Viscorp does not yet own the Amiga, due diligence and all. They're still making sure $40 million worth of Amiga guts and stuff are really there to be bought. As with the original Commodore purchase in 1995, it takes awhile.
Meanwhile, BeBoxes are now shipping to developers again, and will apparently be shipping to REAL CUSTOMERS in July. I think they cost about $2300 or so for the basic unit, twin 90MHz 603's with 16MB, CD-ROM, gig HD, and BeOS DR7 and Code Warrior. I know I won't be buying one unless I win that McDonalds Monopoly thing, but it's still nice to dream...
To be continued... (gotta run!) (Remind me to tell you about Mindmeld sometime. Oh, and... UAE. And some Ibrowse and POV3b problems...)
In other news, A1200 supplies have FINALLY filled up the two-year backlog in Europe. What this means for us American Amigans is EXCELLENT news: the boys in Germany have decided to start converting the excess warehouse A1200 stock to NTSC - and we will see Amiga 1200s on dealer shelves in the United States beginning July 4. (Cue Star Spangled Banner) Units will probably hit the ground at ridiculous prices in the $800 and up range - but that A1200 will do more things faster than an $800 Macintosh.
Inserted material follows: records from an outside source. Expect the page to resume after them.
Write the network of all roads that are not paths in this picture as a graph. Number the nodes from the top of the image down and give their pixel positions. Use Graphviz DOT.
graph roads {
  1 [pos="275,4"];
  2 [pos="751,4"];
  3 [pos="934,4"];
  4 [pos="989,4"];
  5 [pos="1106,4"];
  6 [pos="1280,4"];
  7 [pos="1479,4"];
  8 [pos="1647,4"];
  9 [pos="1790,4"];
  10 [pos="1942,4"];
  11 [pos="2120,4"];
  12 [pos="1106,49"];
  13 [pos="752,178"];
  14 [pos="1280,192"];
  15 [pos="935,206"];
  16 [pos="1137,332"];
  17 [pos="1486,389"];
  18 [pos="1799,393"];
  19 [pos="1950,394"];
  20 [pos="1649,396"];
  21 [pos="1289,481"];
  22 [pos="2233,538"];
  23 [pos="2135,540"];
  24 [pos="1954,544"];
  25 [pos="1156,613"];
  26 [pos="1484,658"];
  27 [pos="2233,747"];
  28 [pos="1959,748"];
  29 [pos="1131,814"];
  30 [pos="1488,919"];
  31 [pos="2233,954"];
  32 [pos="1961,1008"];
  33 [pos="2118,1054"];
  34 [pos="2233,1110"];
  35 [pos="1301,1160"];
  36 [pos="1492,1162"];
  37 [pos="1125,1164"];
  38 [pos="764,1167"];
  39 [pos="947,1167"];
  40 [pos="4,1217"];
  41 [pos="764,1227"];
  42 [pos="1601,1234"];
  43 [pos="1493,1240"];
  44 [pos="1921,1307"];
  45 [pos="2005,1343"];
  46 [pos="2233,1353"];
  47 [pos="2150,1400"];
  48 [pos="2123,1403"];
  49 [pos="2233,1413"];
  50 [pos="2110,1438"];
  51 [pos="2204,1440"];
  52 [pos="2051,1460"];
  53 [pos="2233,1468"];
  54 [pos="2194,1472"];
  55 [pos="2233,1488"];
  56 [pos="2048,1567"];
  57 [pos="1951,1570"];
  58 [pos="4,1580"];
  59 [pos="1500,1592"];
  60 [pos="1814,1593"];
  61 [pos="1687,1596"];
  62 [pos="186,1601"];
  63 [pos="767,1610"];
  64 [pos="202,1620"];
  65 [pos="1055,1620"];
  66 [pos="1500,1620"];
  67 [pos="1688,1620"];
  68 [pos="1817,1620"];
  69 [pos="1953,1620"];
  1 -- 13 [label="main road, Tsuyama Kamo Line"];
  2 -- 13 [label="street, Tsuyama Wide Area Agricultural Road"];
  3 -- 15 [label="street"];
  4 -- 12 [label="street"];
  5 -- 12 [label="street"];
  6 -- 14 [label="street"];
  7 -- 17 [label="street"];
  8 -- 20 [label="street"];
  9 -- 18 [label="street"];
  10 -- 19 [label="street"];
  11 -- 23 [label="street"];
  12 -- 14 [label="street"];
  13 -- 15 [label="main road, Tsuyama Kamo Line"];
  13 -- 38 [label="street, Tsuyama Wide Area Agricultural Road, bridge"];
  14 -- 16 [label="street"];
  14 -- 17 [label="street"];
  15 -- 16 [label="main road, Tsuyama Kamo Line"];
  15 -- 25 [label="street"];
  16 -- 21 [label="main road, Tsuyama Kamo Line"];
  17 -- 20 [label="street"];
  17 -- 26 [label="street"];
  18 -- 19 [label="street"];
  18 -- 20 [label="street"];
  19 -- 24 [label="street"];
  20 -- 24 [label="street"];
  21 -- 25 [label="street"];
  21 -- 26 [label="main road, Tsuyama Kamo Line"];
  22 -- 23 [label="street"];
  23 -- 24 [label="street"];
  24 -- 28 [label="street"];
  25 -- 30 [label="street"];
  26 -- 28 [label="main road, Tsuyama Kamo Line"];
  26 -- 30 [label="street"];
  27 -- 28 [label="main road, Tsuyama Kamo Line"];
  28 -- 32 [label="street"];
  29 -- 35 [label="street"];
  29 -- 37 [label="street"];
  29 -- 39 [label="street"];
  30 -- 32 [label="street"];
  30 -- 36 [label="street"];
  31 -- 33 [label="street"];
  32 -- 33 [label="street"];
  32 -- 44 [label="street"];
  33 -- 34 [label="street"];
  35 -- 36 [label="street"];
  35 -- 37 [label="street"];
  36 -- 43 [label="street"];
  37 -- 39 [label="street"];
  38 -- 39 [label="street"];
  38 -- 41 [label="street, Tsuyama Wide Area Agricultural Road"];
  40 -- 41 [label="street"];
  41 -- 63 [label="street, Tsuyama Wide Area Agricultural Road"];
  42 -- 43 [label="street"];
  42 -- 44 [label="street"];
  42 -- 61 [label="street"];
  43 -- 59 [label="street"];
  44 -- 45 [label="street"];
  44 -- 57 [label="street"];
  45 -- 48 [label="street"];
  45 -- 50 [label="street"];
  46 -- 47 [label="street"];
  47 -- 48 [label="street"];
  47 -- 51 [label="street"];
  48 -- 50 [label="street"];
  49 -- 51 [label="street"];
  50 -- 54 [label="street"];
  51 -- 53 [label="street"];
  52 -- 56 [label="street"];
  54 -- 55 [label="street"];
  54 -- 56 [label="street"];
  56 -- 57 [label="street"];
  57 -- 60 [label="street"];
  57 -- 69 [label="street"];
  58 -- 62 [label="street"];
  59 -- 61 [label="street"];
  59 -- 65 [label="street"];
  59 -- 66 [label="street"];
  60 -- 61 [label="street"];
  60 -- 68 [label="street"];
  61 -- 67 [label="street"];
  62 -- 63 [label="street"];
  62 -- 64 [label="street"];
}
And speaking of Macintosh, Apple is planning to bring out a "hybrid" operating system later this year, sort of a System 7.5/OS 8 bastard child, entitled "harmony" - that will incorporate a few of MacOS8 (nee Copland)'s niftier features. Apple is apparently surveying users to decide which Copland feature(s) are most important to add to "Harmony" - and when I filled out that survey, the box I checked was "improved stability." And if I recalled, I saw a Type 11 not long afterward. You stability freaks will be happy to know that Copland will COMPLETELY do away with extensions and control panels - no more inits or cdevs AT ALL which means no more extension conflicts or startup shuffles or Extension Manager or left-shift-key or frantic calls to 1-800-SOS-my-macintosh-is-crashing or techtool or Conflict Catcher or any of that other crap.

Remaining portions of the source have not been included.